• _Task item_: Every line below must be reproduced exactly; no pictures are to be included.

• _Available data_:
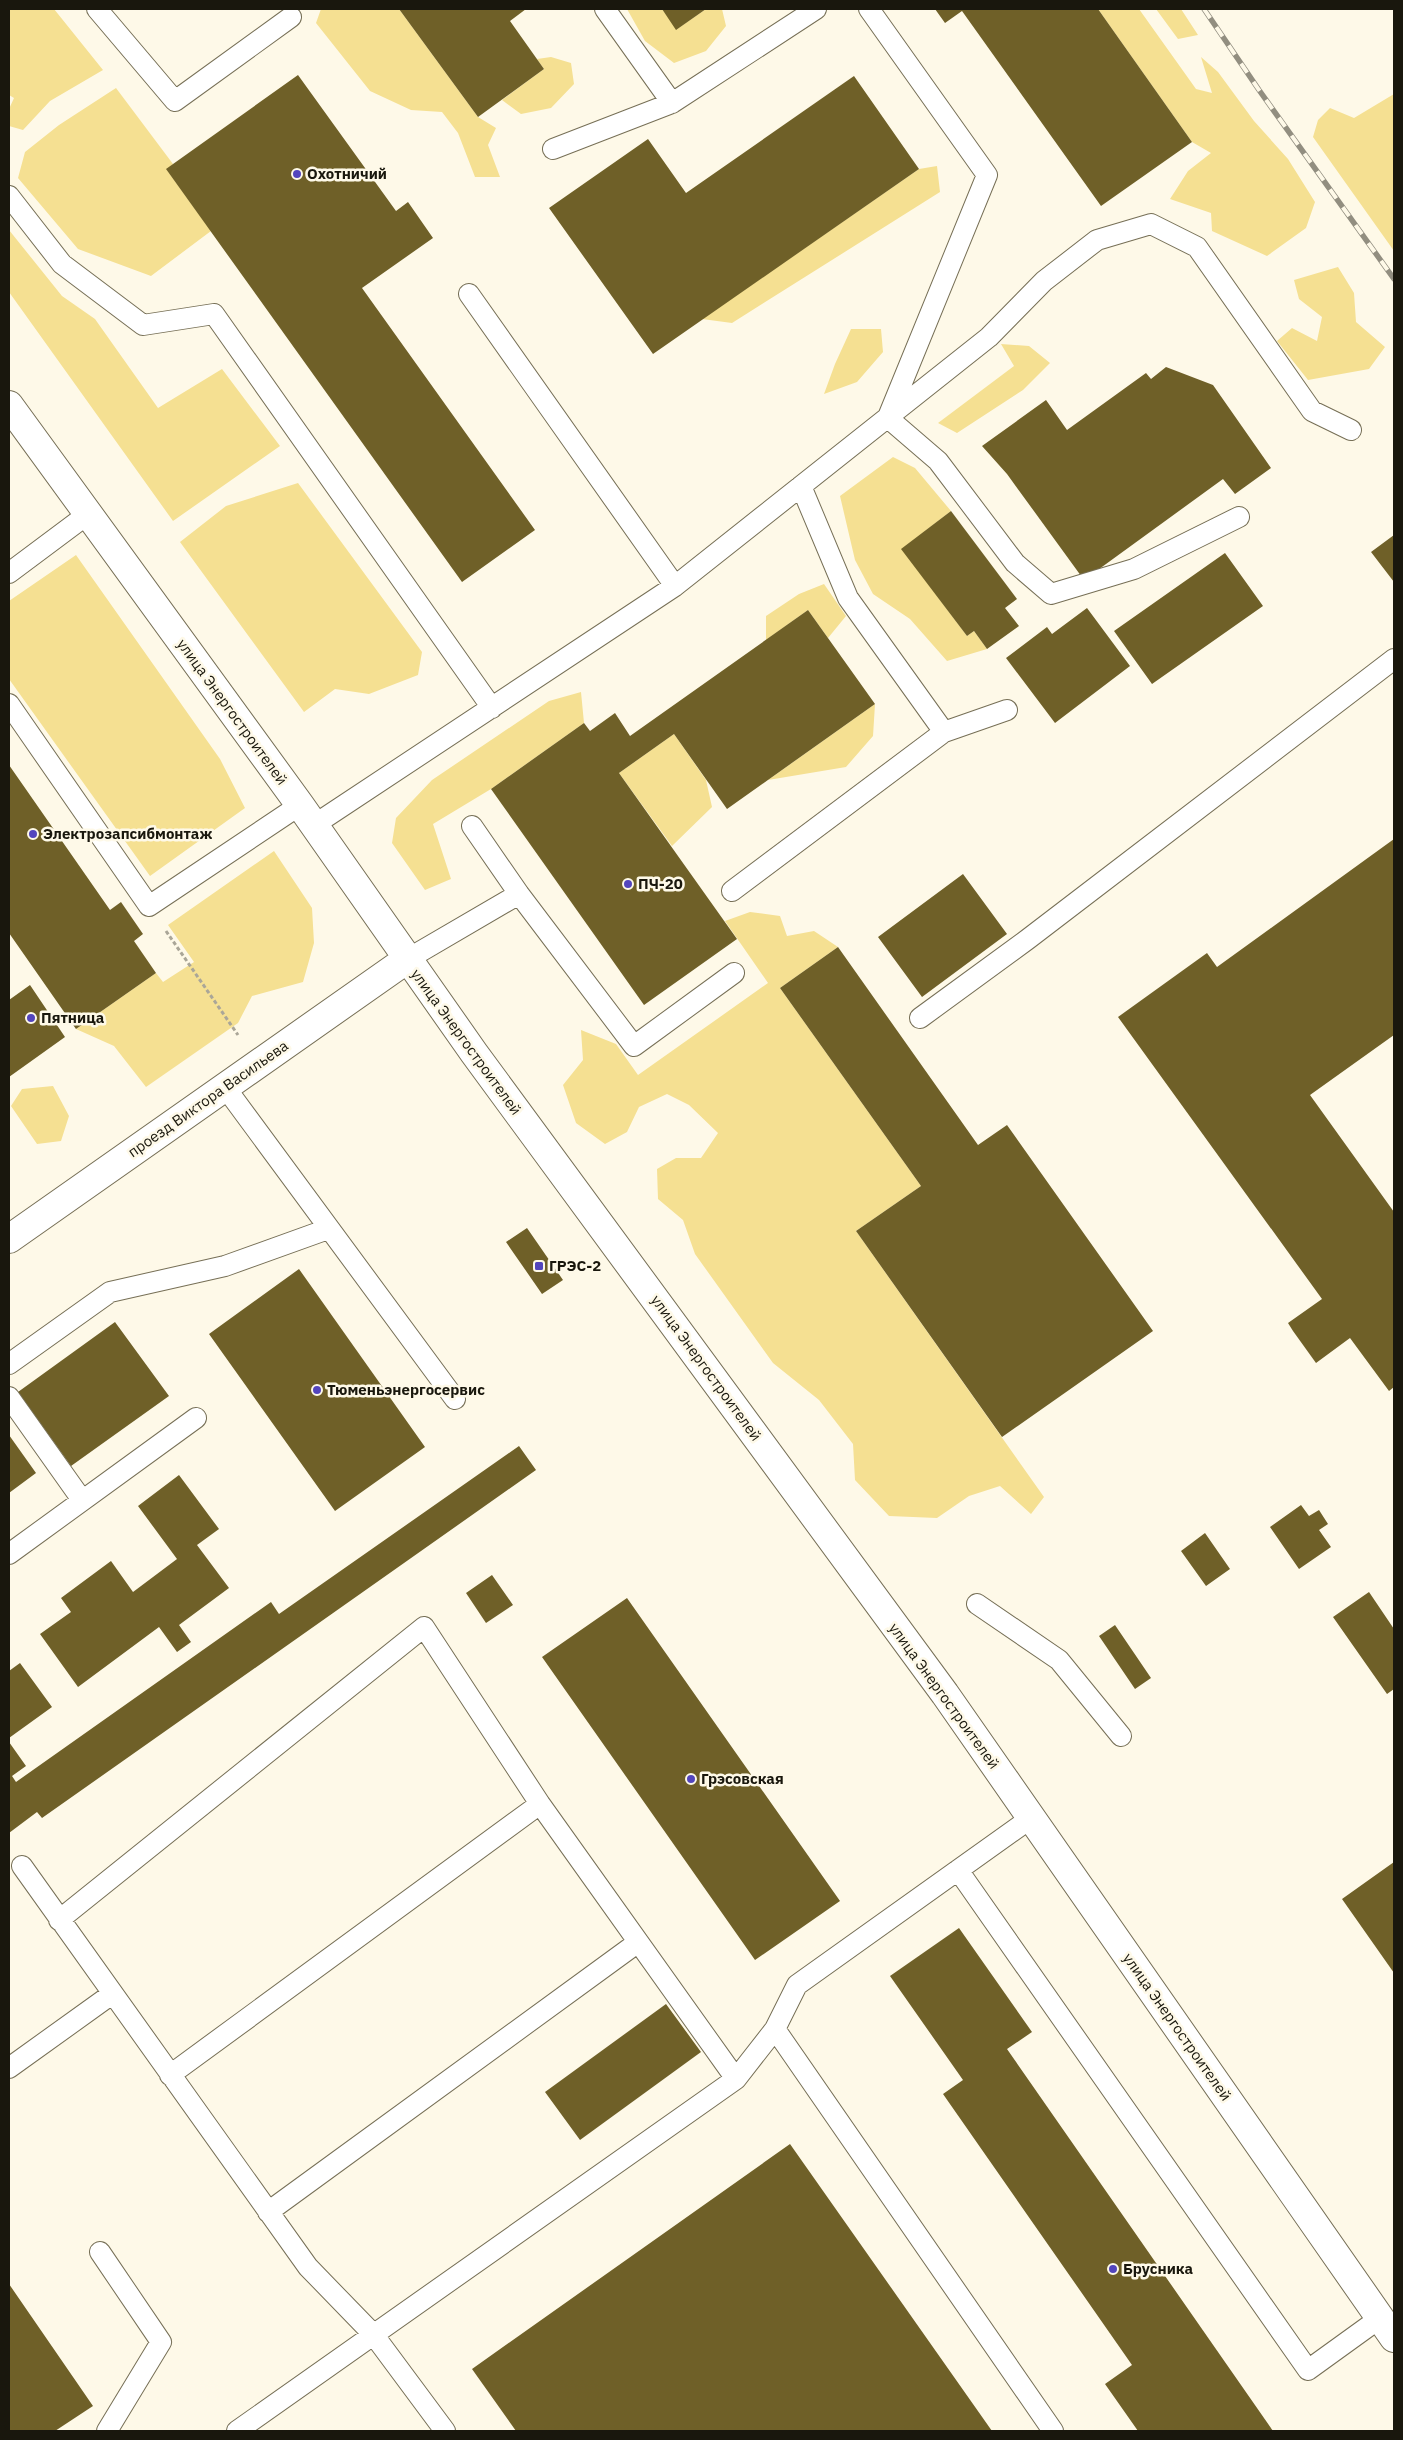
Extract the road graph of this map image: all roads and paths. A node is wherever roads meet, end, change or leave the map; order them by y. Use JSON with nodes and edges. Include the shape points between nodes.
{"nodes":[{"id":1,"x":97,"y":9,"type":"edge"},
{"id":2,"x":606,"y":9,"type":"edge"},
{"id":3,"x":816,"y":9,"type":"edge"},
{"id":4,"x":869,"y":9,"type":"edge"},
{"id":5,"x":290,"y":17,"type":"dead end"},
{"id":6,"x":672,"y":103,"type":"junction"},
{"id":7,"x":553,"y":149,"type":"dead end"},
{"id":8,"x":9,"y":196,"type":"edge"},
{"id":9,"x":468,"y":294,"type":"dead end"},
{"id":10,"x":9,"y":405,"type":"edge"},
{"id":11,"x":888,"y":418,"type":"junction"},
{"id":12,"x":1351,"y":430,"type":"dead end"},
{"id":13,"x":801,"y":486,"type":"junction"},
{"id":14,"x":88,"y":514,"type":"junction"},
{"id":15,"x":1239,"y":517,"type":"dead end"},
{"id":16,"x":13,"y":566,"type":"edge"},
{"id":17,"x":675,"y":586,"type":"junction"},
{"id":18,"x":1394,"y":659,"type":"edge"},
{"id":19,"x":9,"y":704,"type":"edge"},
{"id":20,"x":492,"y":708,"type":"junction"},
{"id":21,"x":1006,"y":710,"type":"dead end"},
{"id":22,"x":944,"y":732,"type":"junction"},
{"id":23,"x":307,"y":815,"type":"junction"},
{"id":24,"x":472,"y":826,"type":"dead end"},
{"id":25,"x":732,"y":890,"type":"dead end"},
{"id":26,"x":520,"y":894,"type":"junction"},
{"id":27,"x":149,"y":906,"type":"junction"},
{"id":28,"x":406,"y":960,"type":"junction"},
{"id":29,"x":734,"y":972,"type":"dead end"},
{"id":30,"x":920,"y":1018,"type":"dead end"},
{"id":31,"x":258,"y":1064,"type":"junction"},
{"id":32,"x":226,"y":1087,"type":"junction"},
{"id":33,"x":328,"y":1229,"type":"junction"},
{"id":34,"x":9,"y":1239,"type":"edge"},
{"id":35,"x":9,"y":1364,"type":"edge"},
{"id":36,"x":9,"y":1397,"type":"edge"},
{"id":37,"x":455,"y":1400,"type":"dead end"},
{"id":38,"x":196,"y":1418,"type":"dead end"},
{"id":39,"x":82,"y":1500,"type":"junction"},
{"id":40,"x":9,"y":1554,"type":"edge"},
{"id":41,"x":978,"y":1604,"type":"dead end"},
{"id":42,"x":1121,"y":1736,"type":"dead end"},
{"id":43,"x":540,"y":1804,"type":"junction"},
{"id":44,"x":1030,"y":1818,"type":"junction"},
{"id":45,"x":22,"y":1866,"type":"dead end"},
{"id":46,"x":958,"y":1870,"type":"junction"},
{"id":47,"x":60,"y":1920,"type":"junction"},
{"id":48,"x":637,"y":1943,"type":"junction"},
{"id":49,"x":112,"y":1994,"type":"junction"},
{"id":50,"x":775,"y":2028,"type":"junction"},
{"id":51,"x":9,"y":2068,"type":"edge"},
{"id":52,"x":170,"y":2075,"type":"junction"},
{"id":53,"x":736,"y":2079,"type":"junction"},
{"id":54,"x":268,"y":2212,"type":"junction"},
{"id":55,"x":100,"y":2252,"type":"dead end"},
{"id":56,"x":1387,"y":2328,"type":"edge"},
{"id":57,"x":373,"y":2334,"type":"junction"},
{"id":58,"x":106,"y":2431,"type":"edge"},
{"id":59,"x":237,"y":2431,"type":"edge"},
{"id":60,"x":446,"y":2431,"type":"edge"},
{"id":61,"x":1053,"y":2431,"type":"edge"}],
"edges":[{"from":1,"to":5,"type":"lane","via":[[175,101]]},
{"from":2,"to":6,"type":"lane"},
{"from":3,"to":6,"type":"lane"},
{"from":4,"to":11,"type":"lane","via":[[987,175]]},
{"from":6,"to":7,"type":"lane"},
{"from":8,"to":20,"type":"lane","via":[[62,264],[143,325],[214,314]]},
{"from":9,"to":17,"type":"lane"},
{"from":10,"to":14,"type":"main road","name":"улица Энергостроителей"},
{"from":11,"to":12,"type":"lane","via":[[989,337],[1044,281],[1097,240],[1151,224],[1197,247],[1312,411]]},
{"from":11,"to":13,"type":"lane"},
{"from":11,"to":15,"type":"lane","via":[[938,460],[1015,563],[1051,594],[1134,569]]},
{"from":13,"to":17,"type":"lane"},
{"from":13,"to":22,"type":"lane","via":[[848,598]]},
{"from":14,"to":16,"type":"lane"},
{"from":14,"to":23,"type":"main road","name":"улица Энергостроителей"},
{"from":17,"to":20,"type":"lane"},
{"from":18,"to":30,"type":"lane"},
{"from":19,"to":27,"type":"lane"},
{"from":20,"to":23,"type":"lane"},
{"from":21,"to":22,"type":"lane"},
{"from":22,"to":25,"type":"lane"},
{"from":23,"to":27,"type":"lane"},
{"from":23,"to":28,"type":"main road","name":"улица Энергостроителей"},
{"from":24,"to":26,"type":"lane"},
{"from":26,"to":28,"type":"lane"},
{"from":26,"to":29,"type":"lane","via":[[634,1046]]},
{"from":27,"to":31,"type":"path"},
{"from":28,"to":31,"type":"main road","name":"проезд Виктора Васильева"},
{"from":28,"to":44,"type":"main road","name":"улица Энергостроителей","via":[[944,1694]]},
{"from":31,"to":32,"type":"main road","name":"проезд Виктора Васильева"},
{"from":32,"to":33,"type":"lane"},
{"from":32,"to":34,"type":"main road","name":"проезд Виктора Васильева"},
{"from":33,"to":35,"type":"lane","via":[[225,1266],[110,1292]]},
{"from":33,"to":37,"type":"lane"},
{"from":36,"to":39,"type":"lane"},
{"from":38,"to":39,"type":"lane"},
{"from":39,"to":40,"type":"lane"},
{"from":41,"to":42,"type":"lane","via":[[1059,1660]]},
{"from":43,"to":47,"type":"lane","via":[[424,1627]]},
{"from":43,"to":48,"type":"lane"},
{"from":43,"to":52,"type":"lane"},
{"from":44,"to":46,"type":"lane"},
{"from":44,"to":56,"type":"main road","name":"улица Энергостроителей"},
{"from":45,"to":47,"type":"lane"},
{"from":46,"to":50,"type":"lane","via":[[797,1985]]},
{"from":46,"to":56,"type":"lane","via":[[1308,2370]]},
{"from":47,"to":49,"type":"lane"},
{"from":48,"to":53,"type":"lane"},
{"from":48,"to":54,"type":"lane"},
{"from":49,"to":51,"type":"lane"},
{"from":49,"to":52,"type":"lane"},
{"from":50,"to":53,"type":"lane"},
{"from":50,"to":61,"type":"lane"},
{"from":52,"to":54,"type":"lane"},
{"from":53,"to":57,"type":"lane"},
{"from":54,"to":57,"type":"lane","via":[[308,2267]]},
{"from":55,"to":58,"type":"lane","via":[[161,2342]]},
{"from":57,"to":59,"type":"lane"},
{"from":57,"to":60,"type":"lane"}]}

• _Solved problem_:
Extract the road graph of this map image: all roads and paths. A node is wherever roads meet, end, change or leave the map; order them by y. Use JSON with nodes and edges. Include the shape points between nodes.
{"nodes":[{"id":1,"x":97,"y":9,"type":"edge"},
{"id":2,"x":606,"y":9,"type":"edge"},
{"id":3,"x":816,"y":9,"type":"edge"},
{"id":4,"x":869,"y":9,"type":"edge"},
{"id":5,"x":290,"y":17,"type":"dead end"},
{"id":6,"x":672,"y":103,"type":"junction"},
{"id":7,"x":553,"y":149,"type":"dead end"},
{"id":8,"x":9,"y":196,"type":"edge"},
{"id":9,"x":468,"y":294,"type":"dead end"},
{"id":10,"x":9,"y":405,"type":"edge"},
{"id":11,"x":888,"y":418,"type":"junction"},
{"id":12,"x":1351,"y":430,"type":"dead end"},
{"id":13,"x":801,"y":486,"type":"junction"},
{"id":14,"x":88,"y":514,"type":"junction"},
{"id":15,"x":1239,"y":517,"type":"dead end"},
{"id":16,"x":13,"y":566,"type":"edge"},
{"id":17,"x":675,"y":586,"type":"junction"},
{"id":18,"x":1394,"y":659,"type":"edge"},
{"id":19,"x":9,"y":704,"type":"edge"},
{"id":20,"x":492,"y":708,"type":"junction"},
{"id":21,"x":1006,"y":710,"type":"dead end"},
{"id":22,"x":944,"y":732,"type":"junction"},
{"id":23,"x":307,"y":815,"type":"junction"},
{"id":24,"x":472,"y":826,"type":"dead end"},
{"id":25,"x":732,"y":890,"type":"dead end"},
{"id":26,"x":520,"y":894,"type":"junction"},
{"id":27,"x":149,"y":906,"type":"junction"},
{"id":28,"x":406,"y":960,"type":"junction"},
{"id":29,"x":734,"y":972,"type":"dead end"},
{"id":30,"x":920,"y":1018,"type":"dead end"},
{"id":31,"x":258,"y":1064,"type":"junction"},
{"id":32,"x":226,"y":1087,"type":"junction"},
{"id":33,"x":328,"y":1229,"type":"junction"},
{"id":34,"x":9,"y":1239,"type":"edge"},
{"id":35,"x":9,"y":1364,"type":"edge"},
{"id":36,"x":9,"y":1397,"type":"edge"},
{"id":37,"x":455,"y":1400,"type":"dead end"},
{"id":38,"x":196,"y":1418,"type":"dead end"},
{"id":39,"x":82,"y":1500,"type":"junction"},
{"id":40,"x":9,"y":1554,"type":"edge"},
{"id":41,"x":978,"y":1604,"type":"dead end"},
{"id":42,"x":1121,"y":1736,"type":"dead end"},
{"id":43,"x":540,"y":1804,"type":"junction"},
{"id":44,"x":1030,"y":1818,"type":"junction"},
{"id":45,"x":22,"y":1866,"type":"dead end"},
{"id":46,"x":958,"y":1870,"type":"junction"},
{"id":47,"x":60,"y":1920,"type":"junction"},
{"id":48,"x":637,"y":1943,"type":"junction"},
{"id":49,"x":112,"y":1994,"type":"junction"},
{"id":50,"x":775,"y":2028,"type":"junction"},
{"id":51,"x":9,"y":2068,"type":"edge"},
{"id":52,"x":170,"y":2075,"type":"junction"},
{"id":53,"x":736,"y":2079,"type":"junction"},
{"id":54,"x":268,"y":2212,"type":"junction"},
{"id":55,"x":100,"y":2252,"type":"dead end"},
{"id":56,"x":1387,"y":2328,"type":"edge"},
{"id":57,"x":373,"y":2334,"type":"junction"},
{"id":58,"x":106,"y":2431,"type":"edge"},
{"id":59,"x":237,"y":2431,"type":"edge"},
{"id":60,"x":446,"y":2431,"type":"edge"},
{"id":61,"x":1053,"y":2431,"type":"edge"}],
"edges":[{"from":1,"to":5,"type":"lane","via":[[175,101]]},
{"from":2,"to":6,"type":"lane"},
{"from":3,"to":6,"type":"lane"},
{"from":4,"to":11,"type":"lane","via":[[987,175]]},
{"from":6,"to":7,"type":"lane"},
{"from":8,"to":20,"type":"lane","via":[[62,264],[143,325],[214,314]]},
{"from":9,"to":17,"type":"lane"},
{"from":10,"to":14,"type":"main road","name":"улица Энергостроителей"},
{"from":11,"to":12,"type":"lane","via":[[989,337],[1044,281],[1097,240],[1151,224],[1197,247],[1312,411]]},
{"from":11,"to":13,"type":"lane"},
{"from":11,"to":15,"type":"lane","via":[[938,460],[1015,563],[1051,594],[1134,569]]},
{"from":13,"to":17,"type":"lane"},
{"from":13,"to":22,"type":"lane","via":[[848,598]]},
{"from":14,"to":16,"type":"lane"},
{"from":14,"to":23,"type":"main road","name":"улица Энергостроителей"},
{"from":17,"to":20,"type":"lane"},
{"from":18,"to":30,"type":"lane"},
{"from":19,"to":27,"type":"lane"},
{"from":20,"to":23,"type":"lane"},
{"from":21,"to":22,"type":"lane"},
{"from":22,"to":25,"type":"lane"},
{"from":23,"to":27,"type":"lane"},
{"from":23,"to":28,"type":"main road","name":"улица Энергостроителей"},
{"from":24,"to":26,"type":"lane"},
{"from":26,"to":28,"type":"lane"},
{"from":26,"to":29,"type":"lane","via":[[634,1046]]},
{"from":27,"to":31,"type":"path"},
{"from":28,"to":31,"type":"main road","name":"проезд Виктора Васильева"},
{"from":28,"to":44,"type":"main road","name":"улица Энергостроителей","via":[[944,1694]]},
{"from":31,"to":32,"type":"main road","name":"проезд Виктора Васильева"},
{"from":32,"to":33,"type":"lane"},
{"from":32,"to":34,"type":"main road","name":"проезд Виктора Васильева"},
{"from":33,"to":35,"type":"lane","via":[[225,1266],[110,1292]]},
{"from":33,"to":37,"type":"lane"},
{"from":36,"to":39,"type":"lane"},
{"from":38,"to":39,"type":"lane"},
{"from":39,"to":40,"type":"lane"},
{"from":41,"to":42,"type":"lane","via":[[1059,1660]]},
{"from":43,"to":47,"type":"lane","via":[[424,1627]]},
{"from":43,"to":48,"type":"lane"},
{"from":43,"to":52,"type":"lane"},
{"from":44,"to":46,"type":"lane"},
{"from":44,"to":56,"type":"main road","name":"улица Энергостроителей"},
{"from":45,"to":47,"type":"lane"},
{"from":46,"to":50,"type":"lane","via":[[797,1985]]},
{"from":46,"to":56,"type":"lane","via":[[1308,2370]]},
{"from":47,"to":49,"type":"lane"},
{"from":48,"to":53,"type":"lane"},
{"from":48,"to":54,"type":"lane"},
{"from":49,"to":51,"type":"lane"},
{"from":49,"to":52,"type":"lane"},
{"from":50,"to":53,"type":"lane"},
{"from":50,"to":61,"type":"lane"},
{"from":52,"to":54,"type":"lane"},
{"from":53,"to":57,"type":"lane"},
{"from":54,"to":57,"type":"lane","via":[[308,2267]]},
{"from":55,"to":58,"type":"lane","via":[[161,2342]]},
{"from":57,"to":59,"type":"lane"},
{"from":57,"to":60,"type":"lane"}]}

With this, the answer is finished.